TO DO: Starting at the top line and ending at the bottom one, repeat the entries exactly and drop every picture.

───── RECORD EXTRACTS ─────

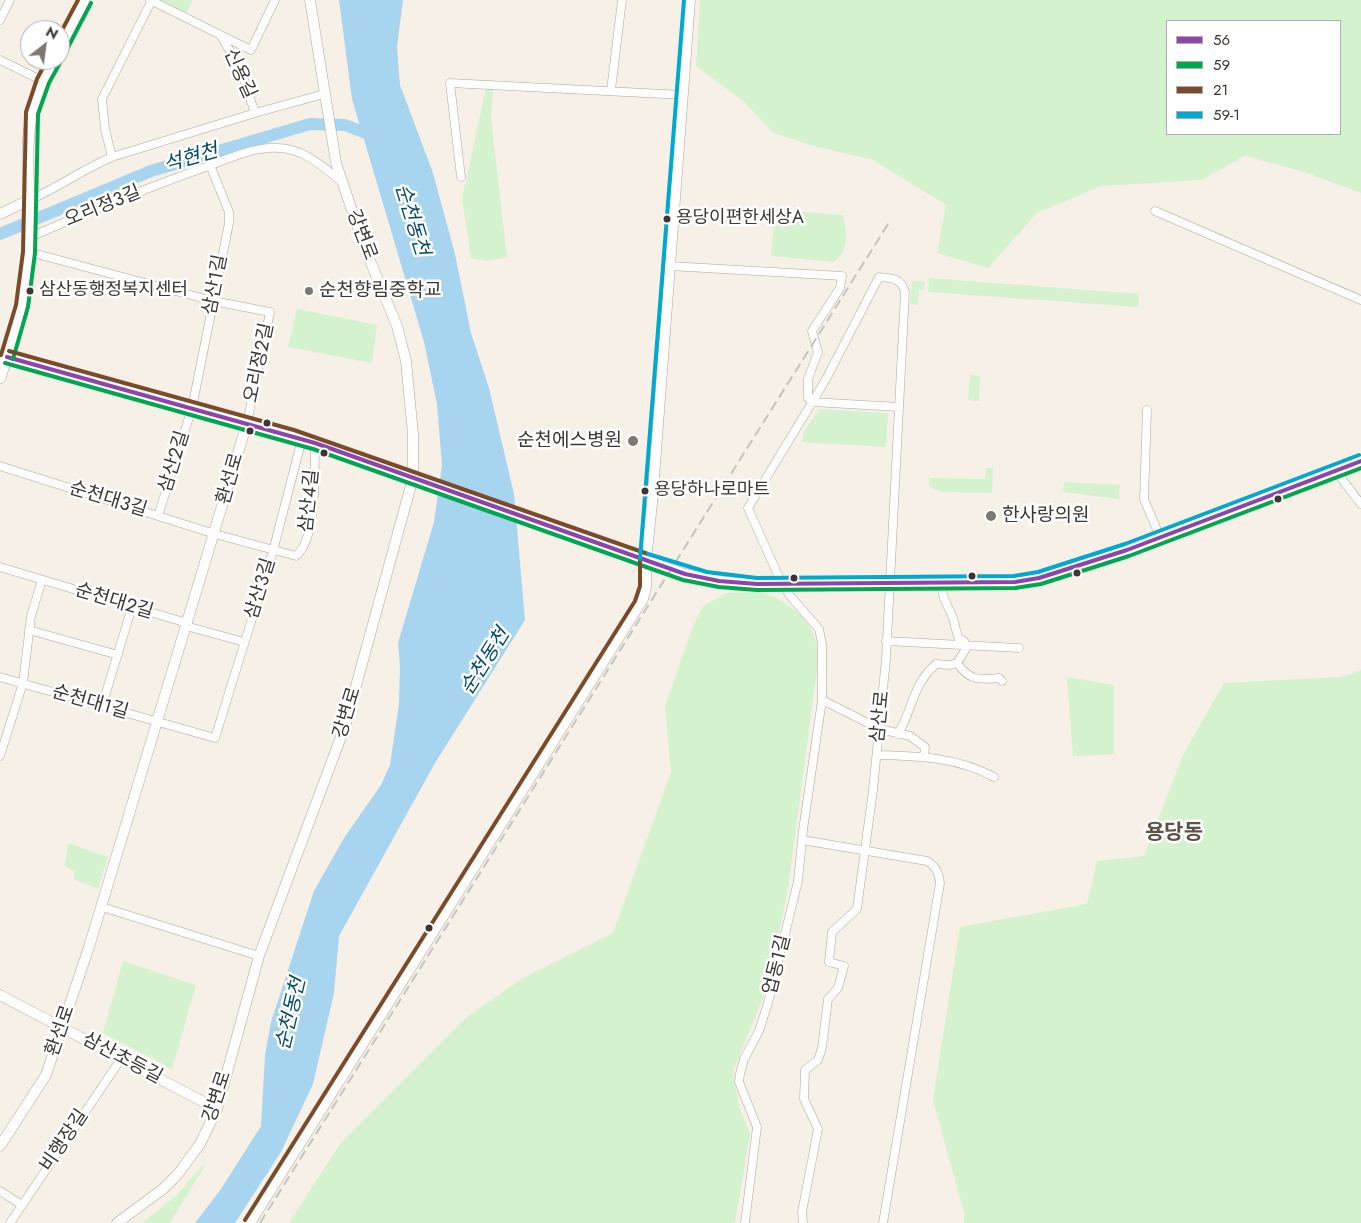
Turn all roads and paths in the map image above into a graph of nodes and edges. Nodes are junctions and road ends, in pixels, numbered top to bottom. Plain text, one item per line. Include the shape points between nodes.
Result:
1 (10, 0) edge
2 (85, 0) edge
3 (151, 0) edge
4 (275, 0) edge
5 (310, 0) edge
6 (622, 0) edge
7 (690, 0) edge
8 (0, 20) edge
9 (70, 29) edge
10 (221, 36) junction
11 (0, 60) edge
12 (49, 70) edge
13 (43, 81) junction
14 (611, 90) junction
15 (324, 94) junction
16 (683, 95) junction
17 (255, 112) junction
18 (112, 157) junction
19 (210, 165) junction
20 (461, 177) dead end
21 (341, 181) junction
22 (29, 204) junction
23 (1155, 211) dead end
24 (0, 214) edge
25 (30, 236) junction
26 (29, 252) junction
27 (670, 266) junction
28 (213, 300) junction
29 (1361, 300) edge
30 (7, 357) junction
31 (0, 378) edge
32 (812, 402) junction
33 (899, 407) junction
34 (192, 408) junction
35 (1147, 410) dead end
36 (247, 423) junction
37 (302, 439) junction
38 (315, 443) junction
39 (1361, 461) edge
40 (0, 466) edge
41 (1335, 470) junction
42 (413, 478) junction
43 (1361, 504) edge
44 (158, 516) junction
45 (215, 534) junction
46 (1160, 537) junction
47 (273, 551) junction
48 (646, 560) junction
49 (0, 567) edge
50 (42, 580) junction
51 (942, 582) junction
52 (782, 584) junction
53 (888, 584) junction
54 (132, 607) junction
55 (187, 625) junction
56 (29, 630) junction
57 (886, 641) junction
58 (244, 642) junction
59 (966, 645) junction
60 (1019, 648) dead end
61 (118, 654) junction
62 (958, 663) junction
63 (0, 677) edge
64 (1002, 681) dead end
65 (23, 684) junction
66 (822, 700) junction
67 (102, 706) junction
68 (158, 722) junction
69 (880, 729) junction
70 (898, 734) junction
71 (877, 755) junction
72 (0, 756) edge
73 (924, 757) junction
74 (994, 777) dead end
75 (802, 840) junction
76 (865, 850) junction
77 (102, 907) junction
78 (259, 956) junction
79 (0, 994) edge
80 (63, 1028) junction
81 (121, 1059) junction
82 (216, 1109) junction
83 (0, 1146) edge
84 (0, 1191) edge
85 (22, 1205) junction
86 (10, 1223) edge
87 (117, 1223) edge
88 (250, 1223) edge
89 (744, 1223) edge
90 (803, 1223) edge
91 (883, 1223) edge

1 - 8 street
2 - 9 main road
3 - 10 street
3 - 18 street via 102,99 104,129
4 - 10 street via 250,50
5 - 15 main road
6 - 14 street
7 - 16 main road
10 - 17 street, 신용길 via 240,68
11 - 13 street
12 - 13 main road
13 - 22 main road via 31,120
14 - 16 street
14 - 20 street via 450,83
15 - 17 street
15 - 21 main road, 강변로
16 - 27 main road
17 - 18 street
18 - 22 street via 91,166
19 - 21 street, 오리정3길 via 242,153 276,147 305,154
19 - 25 street, 오리정3길
19 - 28 street, 삼산1길 via 230,212
21 - 42 main road, 강변로 via 397,326 406,361
22 - 24 main road
22 - 25 main road
23 - 29 street
25 - 26 main road
26 - 28 street, 오리정2길
26 - 30 main road via 22,306
27 - 32 street via 842,276 840,288 812,331 818,352 807,385 808,398
27 - 48 main road
28 - 34 street, 삼산1길
28 - 36 street, 오리정2길 via 270,312
30 - 31 main road
30 - 34 main road
32 - 33 street
32 - 33 street, 삼산로 via 879,278 891,278 903,284 905,292
32 - 52 street, 업동1길 via 748,508
33 - 53 street, 삼산로
34 - 36 main road
34 - 44 street, 삼산2길
35 - 46 street via 1144,499
36 - 37 main road
36 - 45 main road, 환선로
37 - 38 main road
37 - 47 street, 삼산3길
38 - 42 main road
38 - 47 street, 삼산4길 via 309,531 303,549 296,556
39 - 41 main road
40 - 44 street, 순천대3길
41 - 43 street
41 - 46 main road
42 - 48 main road
42 - 78 main road, 강변로 via 345,726
44 - 45 street, 순천대3길
45 - 47 street
45 - 55 main road, 환선로
46 - 51 main road via 1039,578 1015,582
47 - 58 street, 삼산3길
48 - 52 main road via 685,574 719,581
48 - 88 main road via 646,587 641,604
49 - 50 street, 순천대2길
50 - 54 street, 순천대2길
50 - 56 street
51 - 53 main road
51 - 59 street via 944,603 953,619 958,639
52 - 53 main road
52 - 66 street, 업동1길 via 822,634
53 - 57 street, 삼산로
54 - 55 street, 순천대2길
54 - 61 street
55 - 58 street
55 - 68 main road, 환선로
56 - 61 street
56 - 65 street
57 - 59 street
57 - 69 street, 삼산로
58 - 68 street, 삼산3길 via 215,738
59 - 60 street
59 - 62 street
61 - 67 street
62 - 64 street via 970,678 984,681 999,678
62 - 70 street via 936,664 929,670 914,692 907,718
63 - 65 street, 순천대1길
65 - 67 street, 순천대1길
65 - 72 street
66 - 69 street
66 - 75 street, 업동1길
67 - 68 street, 순천대1길
68 - 77 main road, 환선로
69 - 70 street
69 - 71 street, 삼산로
70 - 73 street via 910,736 925,747
71 - 73 street
71 - 76 street, 삼산로
73 - 74 street via 958,762
75 - 76 street
75 - 89 street, 업동1길 via 798,881 768,1003 740,1074 739,1082 757,1127
76 - 90 street, 삼산로 via 857,908 832,932 829,962 844,966 838,988 828,999 822,1048 818,1060 805,1070 804,1099 818,1129 802,1212
76 - 91 street via 927,861 936,869 940,883
77 - 78 street
77 - 80 main road, 환선로
78 - 82 main road, 강변로
79 - 80 main road, 삼산초등길
80 - 81 main road, 삼산초등길
80 - 83 main road, 환선로 via 46,1075
81 - 82 main road, 삼산초등길
81 - 85 street, 비행장길
82 - 87 main road, 강변로 via 200,1144 178,1174
84 - 85 street
85 - 86 street, 비행장길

─────

RESULT:
Turn all roads and paths in the map image above into a graph of nodes and edges. Nodes are junctions and road ends, in pixels, numbered top to bottom. Plain text, one item per line. Include the shape points between nodes.
Result:
1 (10, 0) edge
2 (85, 0) edge
3 (151, 0) edge
4 (275, 0) edge
5 (310, 0) edge
6 (622, 0) edge
7 (690, 0) edge
8 (0, 20) edge
9 (70, 29) edge
10 (221, 36) junction
11 (0, 60) edge
12 (49, 70) edge
13 (43, 81) junction
14 (611, 90) junction
15 (324, 94) junction
16 (683, 95) junction
17 (255, 112) junction
18 (112, 157) junction
19 (210, 165) junction
20 (461, 177) dead end
21 (341, 181) junction
22 (29, 204) junction
23 (1155, 211) dead end
24 (0, 214) edge
25 (30, 236) junction
26 (29, 252) junction
27 (670, 266) junction
28 (213, 300) junction
29 (1361, 300) edge
30 (7, 357) junction
31 (0, 378) edge
32 (812, 402) junction
33 (899, 407) junction
34 (192, 408) junction
35 (1147, 410) dead end
36 (247, 423) junction
37 (302, 439) junction
38 (315, 443) junction
39 (1361, 461) edge
40 (0, 466) edge
41 (1335, 470) junction
42 (413, 478) junction
43 (1361, 504) edge
44 (158, 516) junction
45 (215, 534) junction
46 (1160, 537) junction
47 (273, 551) junction
48 (646, 560) junction
49 (0, 567) edge
50 (42, 580) junction
51 (942, 582) junction
52 (782, 584) junction
53 (888, 584) junction
54 (132, 607) junction
55 (187, 625) junction
56 (29, 630) junction
57 (886, 641) junction
58 (244, 642) junction
59 (966, 645) junction
60 (1019, 648) dead end
61 (118, 654) junction
62 (958, 663) junction
63 (0, 677) edge
64 (1002, 681) dead end
65 (23, 684) junction
66 (822, 700) junction
67 (102, 706) junction
68 (158, 722) junction
69 (880, 729) junction
70 (898, 734) junction
71 (877, 755) junction
72 (0, 756) edge
73 (924, 757) junction
74 (994, 777) dead end
75 (802, 840) junction
76 (865, 850) junction
77 (102, 907) junction
78 (259, 956) junction
79 (0, 994) edge
80 (63, 1028) junction
81 (121, 1059) junction
82 (216, 1109) junction
83 (0, 1146) edge
84 (0, 1191) edge
85 (22, 1205) junction
86 (10, 1223) edge
87 (117, 1223) edge
88 (250, 1223) edge
89 (744, 1223) edge
90 (803, 1223) edge
91 (883, 1223) edge

1 - 8 street
2 - 9 main road
3 - 10 street
3 - 18 street via 102,99 104,129
4 - 10 street via 250,50
5 - 15 main road
6 - 14 street
7 - 16 main road
10 - 17 street, 신용길 via 240,68
11 - 13 street
12 - 13 main road
13 - 22 main road via 31,120
14 - 16 street
14 - 20 street via 450,83
15 - 17 street
15 - 21 main road, 강변로
16 - 27 main road
17 - 18 street
18 - 22 street via 91,166
19 - 21 street, 오리정3길 via 242,153 276,147 305,154
19 - 25 street, 오리정3길
19 - 28 street, 삼산1길 via 230,212
21 - 42 main road, 강변로 via 397,326 406,361
22 - 24 main road
22 - 25 main road
23 - 29 street
25 - 26 main road
26 - 28 street, 오리정2길
26 - 30 main road via 22,306
27 - 32 street via 842,276 840,288 812,331 818,352 807,385 808,398
27 - 48 main road
28 - 34 street, 삼산1길
28 - 36 street, 오리정2길 via 270,312
30 - 31 main road
30 - 34 main road
32 - 33 street
32 - 33 street, 삼산로 via 879,278 891,278 903,284 905,292
32 - 52 street, 업동1길 via 748,508
33 - 53 street, 삼산로
34 - 36 main road
34 - 44 street, 삼산2길
35 - 46 street via 1144,499
36 - 37 main road
36 - 45 main road, 환선로
37 - 38 main road
37 - 47 street, 삼산3길
38 - 42 main road
38 - 47 street, 삼산4길 via 309,531 303,549 296,556
39 - 41 main road
40 - 44 street, 순천대3길
41 - 43 street
41 - 46 main road
42 - 48 main road
42 - 78 main road, 강변로 via 345,726
44 - 45 street, 순천대3길
45 - 47 street
45 - 55 main road, 환선로
46 - 51 main road via 1039,578 1015,582
47 - 58 street, 삼산3길
48 - 52 main road via 685,574 719,581
48 - 88 main road via 646,587 641,604
49 - 50 street, 순천대2길
50 - 54 street, 순천대2길
50 - 56 street
51 - 53 main road
51 - 59 street via 944,603 953,619 958,639
52 - 53 main road
52 - 66 street, 업동1길 via 822,634
53 - 57 street, 삼산로
54 - 55 street, 순천대2길
54 - 61 street
55 - 58 street
55 - 68 main road, 환선로
56 - 61 street
56 - 65 street
57 - 59 street
57 - 69 street, 삼산로
58 - 68 street, 삼산3길 via 215,738
59 - 60 street
59 - 62 street
61 - 67 street
62 - 64 street via 970,678 984,681 999,678
62 - 70 street via 936,664 929,670 914,692 907,718
63 - 65 street, 순천대1길
65 - 67 street, 순천대1길
65 - 72 street
66 - 69 street
66 - 75 street, 업동1길
67 - 68 street, 순천대1길
68 - 77 main road, 환선로
69 - 70 street
69 - 71 street, 삼산로
70 - 73 street via 910,736 925,747
71 - 73 street
71 - 76 street, 삼산로
73 - 74 street via 958,762
75 - 76 street
75 - 89 street, 업동1길 via 798,881 768,1003 740,1074 739,1082 757,1127
76 - 90 street, 삼산로 via 857,908 832,932 829,962 844,966 838,988 828,999 822,1048 818,1060 805,1070 804,1099 818,1129 802,1212
76 - 91 street via 927,861 936,869 940,883
77 - 78 street
77 - 80 main road, 환선로
78 - 82 main road, 강변로
79 - 80 main road, 삼산초등길
80 - 81 main road, 삼산초등길
80 - 83 main road, 환선로 via 46,1075
81 - 82 main road, 삼산초등길
81 - 85 street, 비행장길
82 - 87 main road, 강변로 via 200,1144 178,1174
84 - 85 street
85 - 86 street, 비행장길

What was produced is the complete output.